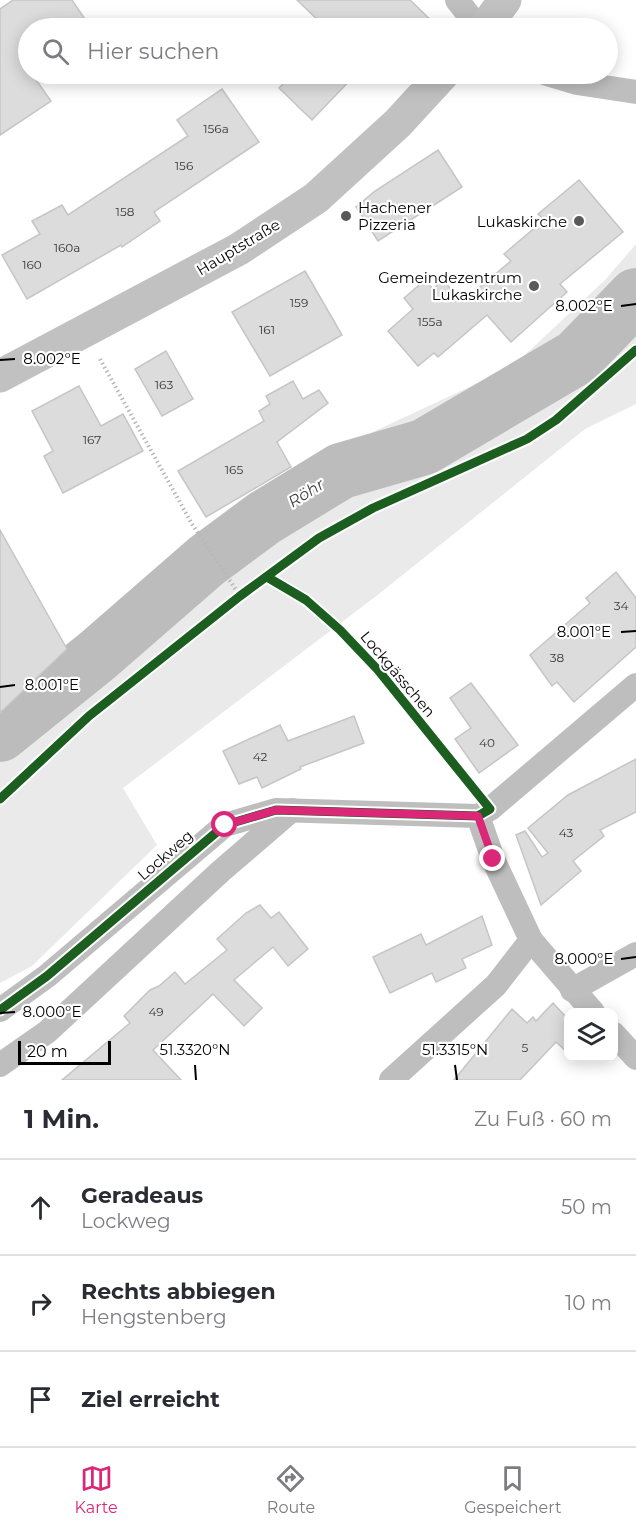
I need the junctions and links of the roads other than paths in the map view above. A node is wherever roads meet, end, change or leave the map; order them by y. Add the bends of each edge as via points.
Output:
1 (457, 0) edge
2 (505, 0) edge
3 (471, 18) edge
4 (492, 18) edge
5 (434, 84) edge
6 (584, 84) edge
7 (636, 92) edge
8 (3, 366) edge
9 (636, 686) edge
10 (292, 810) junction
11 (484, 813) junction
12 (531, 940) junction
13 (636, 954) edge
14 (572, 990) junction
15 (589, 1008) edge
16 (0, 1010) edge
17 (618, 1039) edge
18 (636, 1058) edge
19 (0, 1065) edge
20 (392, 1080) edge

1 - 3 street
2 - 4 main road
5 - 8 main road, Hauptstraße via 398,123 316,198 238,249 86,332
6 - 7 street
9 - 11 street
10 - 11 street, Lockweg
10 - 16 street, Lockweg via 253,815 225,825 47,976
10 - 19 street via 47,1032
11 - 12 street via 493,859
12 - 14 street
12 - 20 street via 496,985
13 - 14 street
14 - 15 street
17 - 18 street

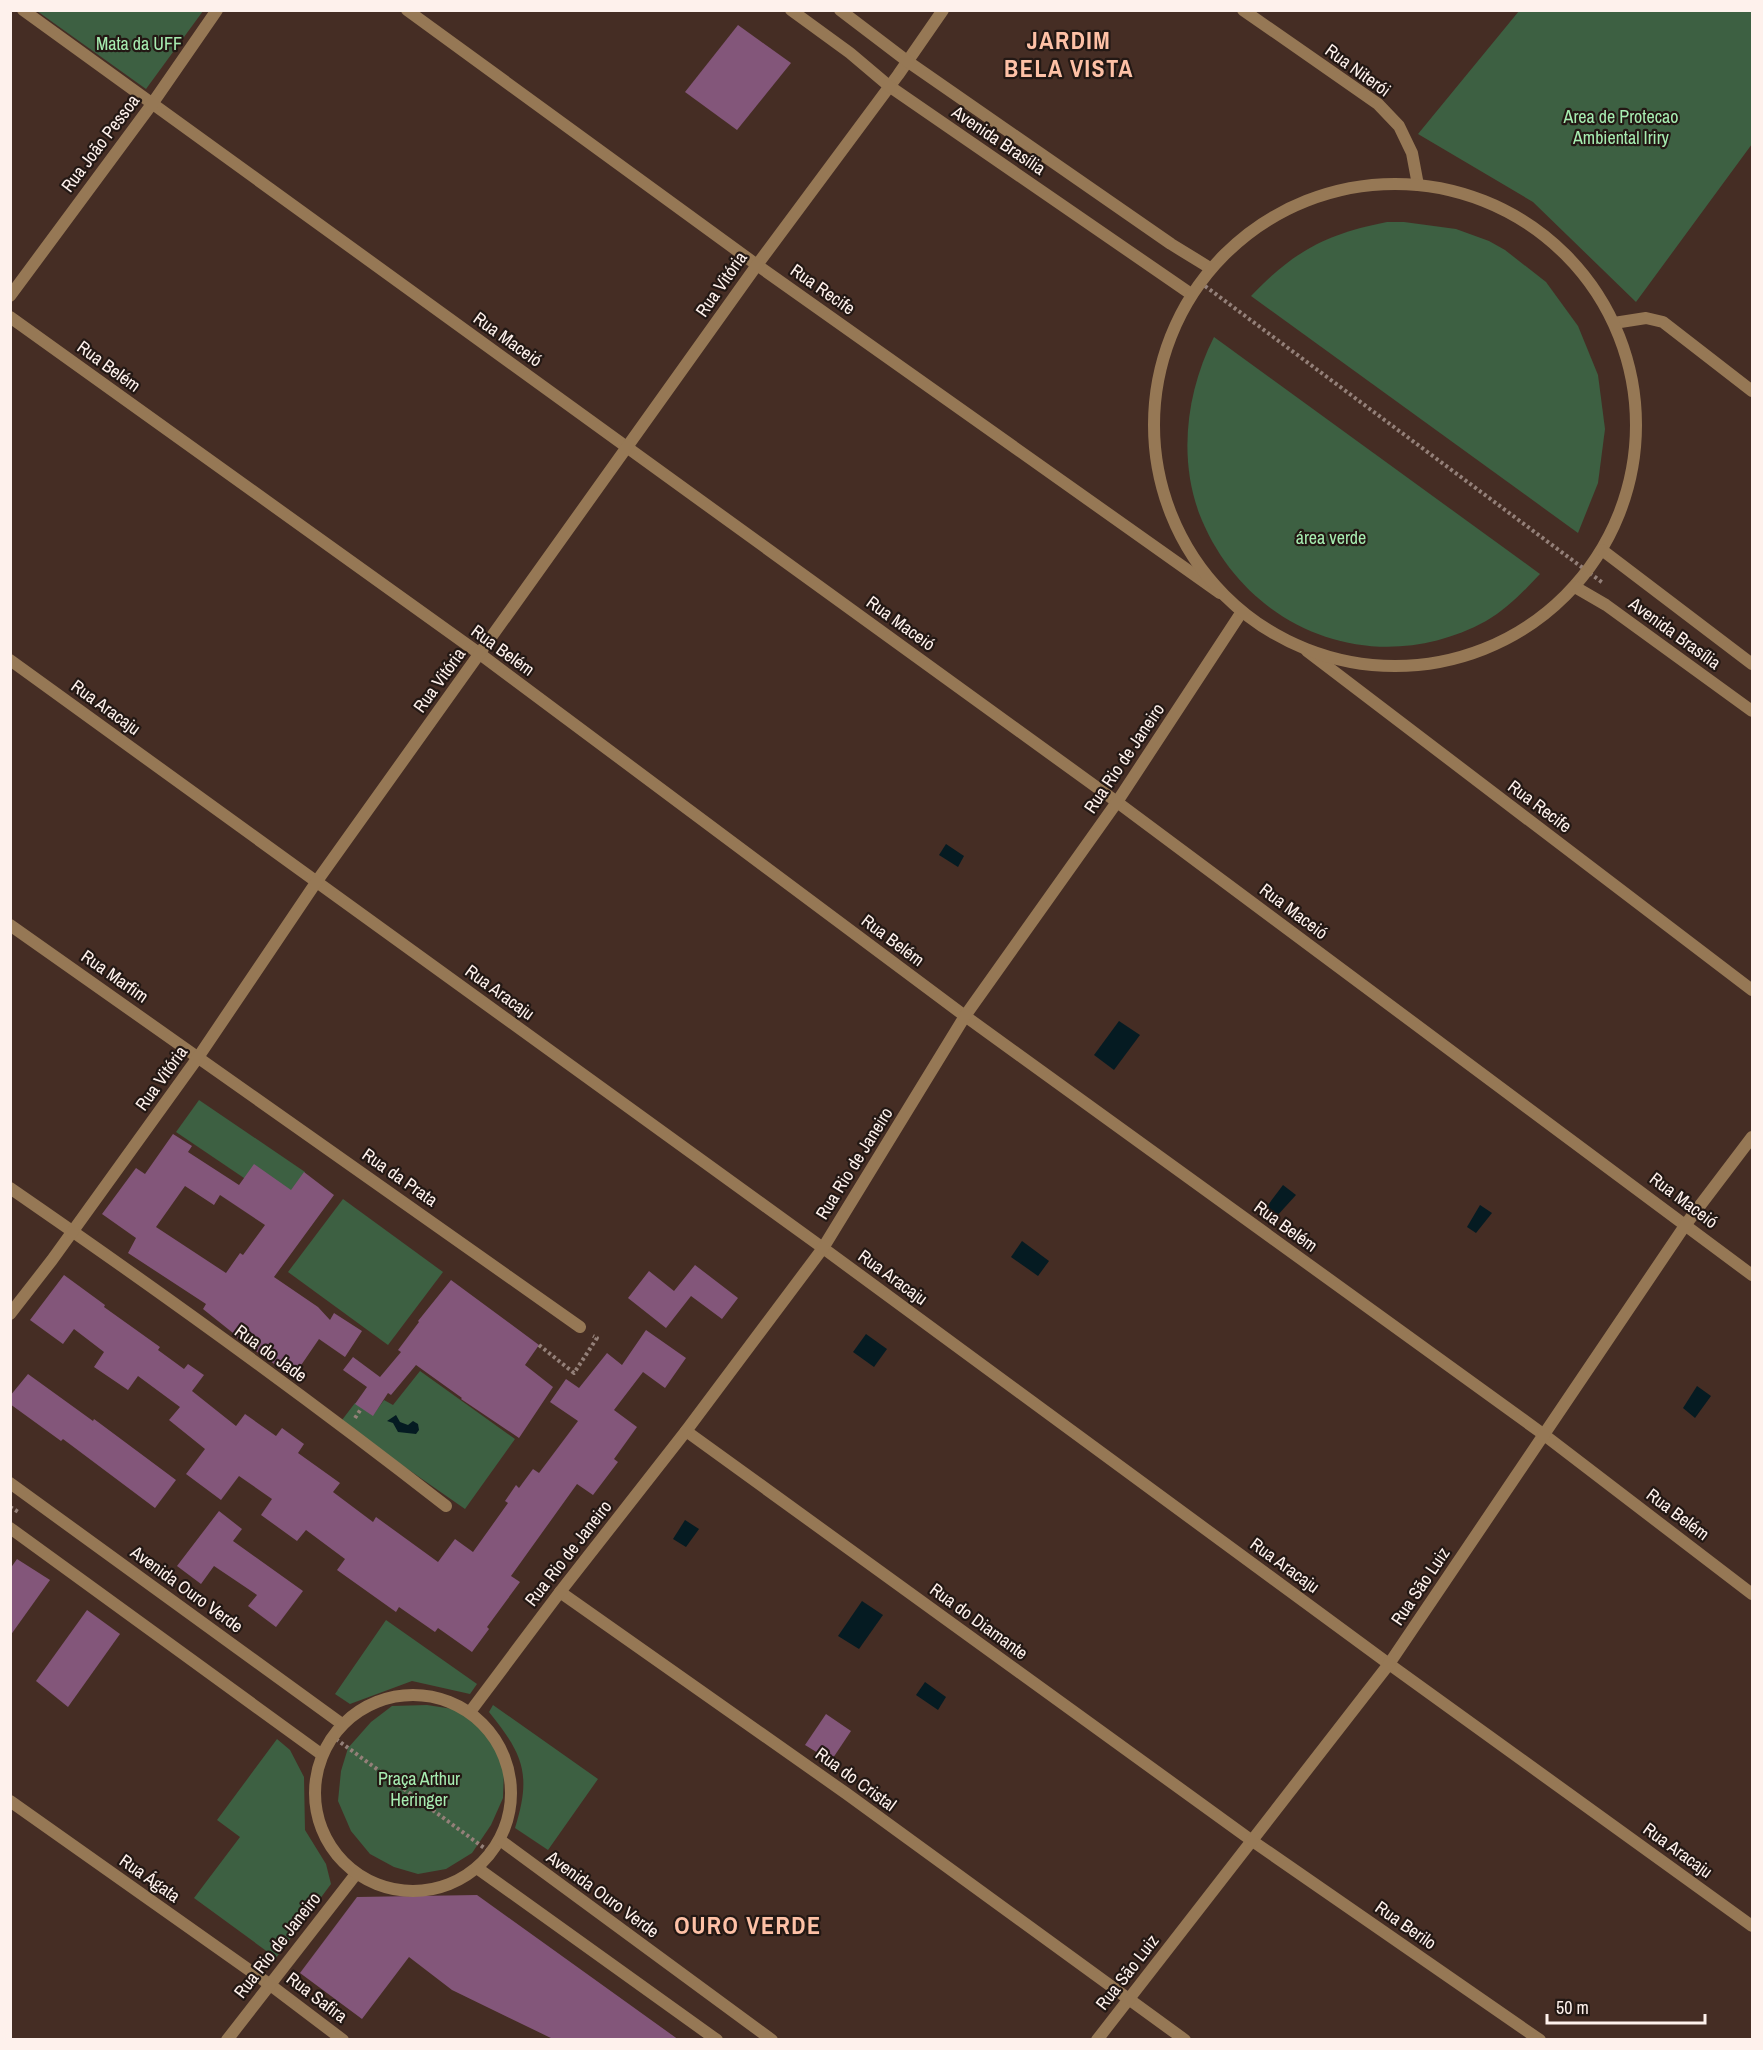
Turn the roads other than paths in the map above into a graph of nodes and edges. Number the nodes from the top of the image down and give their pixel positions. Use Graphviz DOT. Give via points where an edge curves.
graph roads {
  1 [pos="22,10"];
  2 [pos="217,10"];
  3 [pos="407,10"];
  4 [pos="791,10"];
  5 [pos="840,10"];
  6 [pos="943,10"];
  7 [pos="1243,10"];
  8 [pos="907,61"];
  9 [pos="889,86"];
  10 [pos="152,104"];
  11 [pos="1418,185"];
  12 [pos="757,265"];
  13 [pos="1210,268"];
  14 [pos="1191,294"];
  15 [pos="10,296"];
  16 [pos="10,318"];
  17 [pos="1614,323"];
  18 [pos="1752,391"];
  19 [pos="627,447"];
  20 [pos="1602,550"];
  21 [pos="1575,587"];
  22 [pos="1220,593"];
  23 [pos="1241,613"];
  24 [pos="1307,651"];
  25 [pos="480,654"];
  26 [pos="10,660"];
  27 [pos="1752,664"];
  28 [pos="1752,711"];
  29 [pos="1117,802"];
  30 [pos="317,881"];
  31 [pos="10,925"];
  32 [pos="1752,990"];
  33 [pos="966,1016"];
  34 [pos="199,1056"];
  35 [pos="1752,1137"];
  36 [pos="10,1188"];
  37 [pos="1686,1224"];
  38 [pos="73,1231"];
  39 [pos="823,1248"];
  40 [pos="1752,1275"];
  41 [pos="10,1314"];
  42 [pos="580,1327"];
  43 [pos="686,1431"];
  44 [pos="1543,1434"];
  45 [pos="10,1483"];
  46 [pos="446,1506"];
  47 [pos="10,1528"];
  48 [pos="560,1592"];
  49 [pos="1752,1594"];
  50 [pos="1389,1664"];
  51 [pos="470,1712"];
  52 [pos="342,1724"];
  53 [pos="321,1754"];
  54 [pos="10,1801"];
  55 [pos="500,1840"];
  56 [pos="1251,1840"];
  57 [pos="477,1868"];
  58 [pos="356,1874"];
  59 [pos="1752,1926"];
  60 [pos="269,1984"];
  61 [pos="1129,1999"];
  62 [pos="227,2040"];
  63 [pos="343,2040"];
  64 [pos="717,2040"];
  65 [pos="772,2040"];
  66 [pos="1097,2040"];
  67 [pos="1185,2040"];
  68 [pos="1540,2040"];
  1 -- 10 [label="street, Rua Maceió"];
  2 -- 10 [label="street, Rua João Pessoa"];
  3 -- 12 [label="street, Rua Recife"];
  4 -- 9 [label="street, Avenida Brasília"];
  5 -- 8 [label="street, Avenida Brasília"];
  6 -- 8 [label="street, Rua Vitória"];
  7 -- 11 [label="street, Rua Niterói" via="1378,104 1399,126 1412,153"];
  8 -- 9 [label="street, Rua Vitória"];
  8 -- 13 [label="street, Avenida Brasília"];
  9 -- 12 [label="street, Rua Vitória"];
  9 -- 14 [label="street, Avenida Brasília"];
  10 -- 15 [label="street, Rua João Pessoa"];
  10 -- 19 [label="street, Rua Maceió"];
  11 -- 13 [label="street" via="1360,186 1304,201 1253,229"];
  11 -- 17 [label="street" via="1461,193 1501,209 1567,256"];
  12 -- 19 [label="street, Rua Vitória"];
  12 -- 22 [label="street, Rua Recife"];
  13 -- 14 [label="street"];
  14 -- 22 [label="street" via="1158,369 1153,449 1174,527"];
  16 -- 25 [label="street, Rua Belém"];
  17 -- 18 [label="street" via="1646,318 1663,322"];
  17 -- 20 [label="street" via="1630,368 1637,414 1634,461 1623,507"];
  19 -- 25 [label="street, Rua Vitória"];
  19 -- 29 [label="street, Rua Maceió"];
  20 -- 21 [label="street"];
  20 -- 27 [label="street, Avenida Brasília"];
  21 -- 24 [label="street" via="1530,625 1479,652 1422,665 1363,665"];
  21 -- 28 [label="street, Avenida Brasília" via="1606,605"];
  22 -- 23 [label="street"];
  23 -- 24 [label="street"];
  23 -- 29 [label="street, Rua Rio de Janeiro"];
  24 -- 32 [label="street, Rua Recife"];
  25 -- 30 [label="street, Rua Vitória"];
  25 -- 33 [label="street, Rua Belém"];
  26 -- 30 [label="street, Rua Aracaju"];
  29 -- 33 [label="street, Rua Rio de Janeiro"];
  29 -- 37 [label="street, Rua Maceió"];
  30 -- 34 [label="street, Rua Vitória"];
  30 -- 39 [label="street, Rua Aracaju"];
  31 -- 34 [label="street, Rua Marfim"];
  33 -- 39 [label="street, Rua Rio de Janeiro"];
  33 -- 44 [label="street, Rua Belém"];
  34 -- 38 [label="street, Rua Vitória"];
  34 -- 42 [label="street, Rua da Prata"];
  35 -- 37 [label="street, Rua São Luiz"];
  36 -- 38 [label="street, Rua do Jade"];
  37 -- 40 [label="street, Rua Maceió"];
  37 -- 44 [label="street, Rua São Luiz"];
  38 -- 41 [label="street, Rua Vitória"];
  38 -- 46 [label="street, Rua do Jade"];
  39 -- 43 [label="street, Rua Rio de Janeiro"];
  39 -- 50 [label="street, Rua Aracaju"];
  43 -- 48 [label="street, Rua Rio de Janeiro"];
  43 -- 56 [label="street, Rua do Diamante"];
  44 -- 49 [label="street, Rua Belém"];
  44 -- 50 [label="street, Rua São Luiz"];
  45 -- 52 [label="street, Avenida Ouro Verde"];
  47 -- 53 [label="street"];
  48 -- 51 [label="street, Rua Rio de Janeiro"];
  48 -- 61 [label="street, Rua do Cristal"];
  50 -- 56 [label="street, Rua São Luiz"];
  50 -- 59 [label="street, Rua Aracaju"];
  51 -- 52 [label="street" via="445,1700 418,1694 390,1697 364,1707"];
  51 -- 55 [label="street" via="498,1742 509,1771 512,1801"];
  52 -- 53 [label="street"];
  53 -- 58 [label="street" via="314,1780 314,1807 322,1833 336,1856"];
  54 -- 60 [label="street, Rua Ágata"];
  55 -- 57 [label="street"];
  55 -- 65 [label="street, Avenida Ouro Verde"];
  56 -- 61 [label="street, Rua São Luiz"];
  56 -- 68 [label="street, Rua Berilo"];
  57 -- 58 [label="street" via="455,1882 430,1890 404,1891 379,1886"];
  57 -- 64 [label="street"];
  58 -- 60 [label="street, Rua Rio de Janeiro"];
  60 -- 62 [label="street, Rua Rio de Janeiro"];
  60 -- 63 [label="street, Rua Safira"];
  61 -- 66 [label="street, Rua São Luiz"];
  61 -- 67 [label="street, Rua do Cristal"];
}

:: Task item ::
Please output the material as written, apart from the images.

:: Reply ::
I need the junctions and links of the roads other than paths in the map view above. A node is wherever roads meet, end, change or leave the map; order them by y. Add the bends of each edge as via points.
Output:
1 (457, 0) edge
2 (505, 0) edge
3 (471, 18) edge
4 (492, 18) edge
5 (434, 84) edge
6 (584, 84) edge
7 (636, 92) edge
8 (3, 366) edge
9 (636, 686) edge
10 (292, 810) junction
11 (484, 813) junction
12 (531, 940) junction
13 (636, 954) edge
14 (572, 990) junction
15 (589, 1008) edge
16 (0, 1010) edge
17 (618, 1039) edge
18 (636, 1058) edge
19 (0, 1065) edge
20 (392, 1080) edge

1 - 3 street
2 - 4 main road
5 - 8 main road, Hauptstraße via 398,123 316,198 238,249 86,332
6 - 7 street
9 - 11 street
10 - 11 street, Lockweg
10 - 16 street, Lockweg via 253,815 225,825 47,976
10 - 19 street via 47,1032
11 - 12 street via 493,859
12 - 14 street
12 - 20 street via 496,985
13 - 14 street
14 - 15 street
17 - 18 street

Turn the roads other than paths in the map above into a graph of nodes and edges. Number the nodes from the top of the image down and give their pixel positions. Use Graphviz DOT. Give via points where an edge curves.
graph roads {
  1 [pos="22,10"];
  2 [pos="217,10"];
  3 [pos="407,10"];
  4 [pos="791,10"];
  5 [pos="840,10"];
  6 [pos="943,10"];
  7 [pos="1243,10"];
  8 [pos="907,61"];
  9 [pos="889,86"];
  10 [pos="152,104"];
  11 [pos="1418,185"];
  12 [pos="757,265"];
  13 [pos="1210,268"];
  14 [pos="1191,294"];
  15 [pos="10,296"];
  16 [pos="10,318"];
  17 [pos="1614,323"];
  18 [pos="1752,391"];
  19 [pos="627,447"];
  20 [pos="1602,550"];
  21 [pos="1575,587"];
  22 [pos="1220,593"];
  23 [pos="1241,613"];
  24 [pos="1307,651"];
  25 [pos="480,654"];
  26 [pos="10,660"];
  27 [pos="1752,664"];
  28 [pos="1752,711"];
  29 [pos="1117,802"];
  30 [pos="317,881"];
  31 [pos="10,925"];
  32 [pos="1752,990"];
  33 [pos="966,1016"];
  34 [pos="199,1056"];
  35 [pos="1752,1137"];
  36 [pos="10,1188"];
  37 [pos="1686,1224"];
  38 [pos="73,1231"];
  39 [pos="823,1248"];
  40 [pos="1752,1275"];
  41 [pos="10,1314"];
  42 [pos="580,1327"];
  43 [pos="686,1431"];
  44 [pos="1543,1434"];
  45 [pos="10,1483"];
  46 [pos="446,1506"];
  47 [pos="10,1528"];
  48 [pos="560,1592"];
  49 [pos="1752,1594"];
  50 [pos="1389,1664"];
  51 [pos="470,1712"];
  52 [pos="342,1724"];
  53 [pos="321,1754"];
  54 [pos="10,1801"];
  55 [pos="500,1840"];
  56 [pos="1251,1840"];
  57 [pos="477,1868"];
  58 [pos="356,1874"];
  59 [pos="1752,1926"];
  60 [pos="269,1984"];
  61 [pos="1129,1999"];
  62 [pos="227,2040"];
  63 [pos="343,2040"];
  64 [pos="717,2040"];
  65 [pos="772,2040"];
  66 [pos="1097,2040"];
  67 [pos="1185,2040"];
  68 [pos="1540,2040"];
  1 -- 10 [label="street, Rua Maceió"];
  2 -- 10 [label="street, Rua João Pessoa"];
  3 -- 12 [label="street, Rua Recife"];
  4 -- 9 [label="street, Avenida Brasília"];
  5 -- 8 [label="street, Avenida Brasília"];
  6 -- 8 [label="street, Rua Vitória"];
  7 -- 11 [label="street, Rua Niterói" via="1378,104 1399,126 1412,153"];
  8 -- 9 [label="street, Rua Vitória"];
  8 -- 13 [label="street, Avenida Brasília"];
  9 -- 12 [label="street, Rua Vitória"];
  9 -- 14 [label="street, Avenida Brasília"];
  10 -- 15 [label="street, Rua João Pessoa"];
  10 -- 19 [label="street, Rua Maceió"];
  11 -- 13 [label="street" via="1360,186 1304,201 1253,229"];
  11 -- 17 [label="street" via="1461,193 1501,209 1567,256"];
  12 -- 19 [label="street, Rua Vitória"];
  12 -- 22 [label="street, Rua Recife"];
  13 -- 14 [label="street"];
  14 -- 22 [label="street" via="1158,369 1153,449 1174,527"];
  16 -- 25 [label="street, Rua Belém"];
  17 -- 18 [label="street" via="1646,318 1663,322"];
  17 -- 20 [label="street" via="1630,368 1637,414 1634,461 1623,507"];
  19 -- 25 [label="street, Rua Vitória"];
  19 -- 29 [label="street, Rua Maceió"];
  20 -- 21 [label="street"];
  20 -- 27 [label="street, Avenida Brasília"];
  21 -- 24 [label="street" via="1530,625 1479,652 1422,665 1363,665"];
  21 -- 28 [label="street, Avenida Brasília" via="1606,605"];
  22 -- 23 [label="street"];
  23 -- 24 [label="street"];
  23 -- 29 [label="street, Rua Rio de Janeiro"];
  24 -- 32 [label="street, Rua Recife"];
  25 -- 30 [label="street, Rua Vitória"];
  25 -- 33 [label="street, Rua Belém"];
  26 -- 30 [label="street, Rua Aracaju"];
  29 -- 33 [label="street, Rua Rio de Janeiro"];
  29 -- 37 [label="street, Rua Maceió"];
  30 -- 34 [label="street, Rua Vitória"];
  30 -- 39 [label="street, Rua Aracaju"];
  31 -- 34 [label="street, Rua Marfim"];
  33 -- 39 [label="street, Rua Rio de Janeiro"];
  33 -- 44 [label="street, Rua Belém"];
  34 -- 38 [label="street, Rua Vitória"];
  34 -- 42 [label="street, Rua da Prata"];
  35 -- 37 [label="street, Rua São Luiz"];
  36 -- 38 [label="street, Rua do Jade"];
  37 -- 40 [label="street, Rua Maceió"];
  37 -- 44 [label="street, Rua São Luiz"];
  38 -- 41 [label="street, Rua Vitória"];
  38 -- 46 [label="street, Rua do Jade"];
  39 -- 43 [label="street, Rua Rio de Janeiro"];
  39 -- 50 [label="street, Rua Aracaju"];
  43 -- 48 [label="street, Rua Rio de Janeiro"];
  43 -- 56 [label="street, Rua do Diamante"];
  44 -- 49 [label="street, Rua Belém"];
  44 -- 50 [label="street, Rua São Luiz"];
  45 -- 52 [label="street, Avenida Ouro Verde"];
  47 -- 53 [label="street"];
  48 -- 51 [label="street, Rua Rio de Janeiro"];
  48 -- 61 [label="street, Rua do Cristal"];
  50 -- 56 [label="street, Rua São Luiz"];
  50 -- 59 [label="street, Rua Aracaju"];
  51 -- 52 [label="street" via="445,1700 418,1694 390,1697 364,1707"];
  51 -- 55 [label="street" via="498,1742 509,1771 512,1801"];
  52 -- 53 [label="street"];
  53 -- 58 [label="street" via="314,1780 314,1807 322,1833 336,1856"];
  54 -- 60 [label="street, Rua Ágata"];
  55 -- 57 [label="street"];
  55 -- 65 [label="street, Avenida Ouro Verde"];
  56 -- 61 [label="street, Rua São Luiz"];
  56 -- 68 [label="street, Rua Berilo"];
  57 -- 58 [label="street" via="455,1882 430,1890 404,1891 379,1886"];
  57 -- 64 [label="street"];
  58 -- 60 [label="street, Rua Rio de Janeiro"];
  60 -- 62 [label="street, Rua Rio de Janeiro"];
  60 -- 63 [label="street, Rua Safira"];
  61 -- 66 [label="street, Rua São Luiz"];
  61 -- 67 [label="street, Rua do Cristal"];
}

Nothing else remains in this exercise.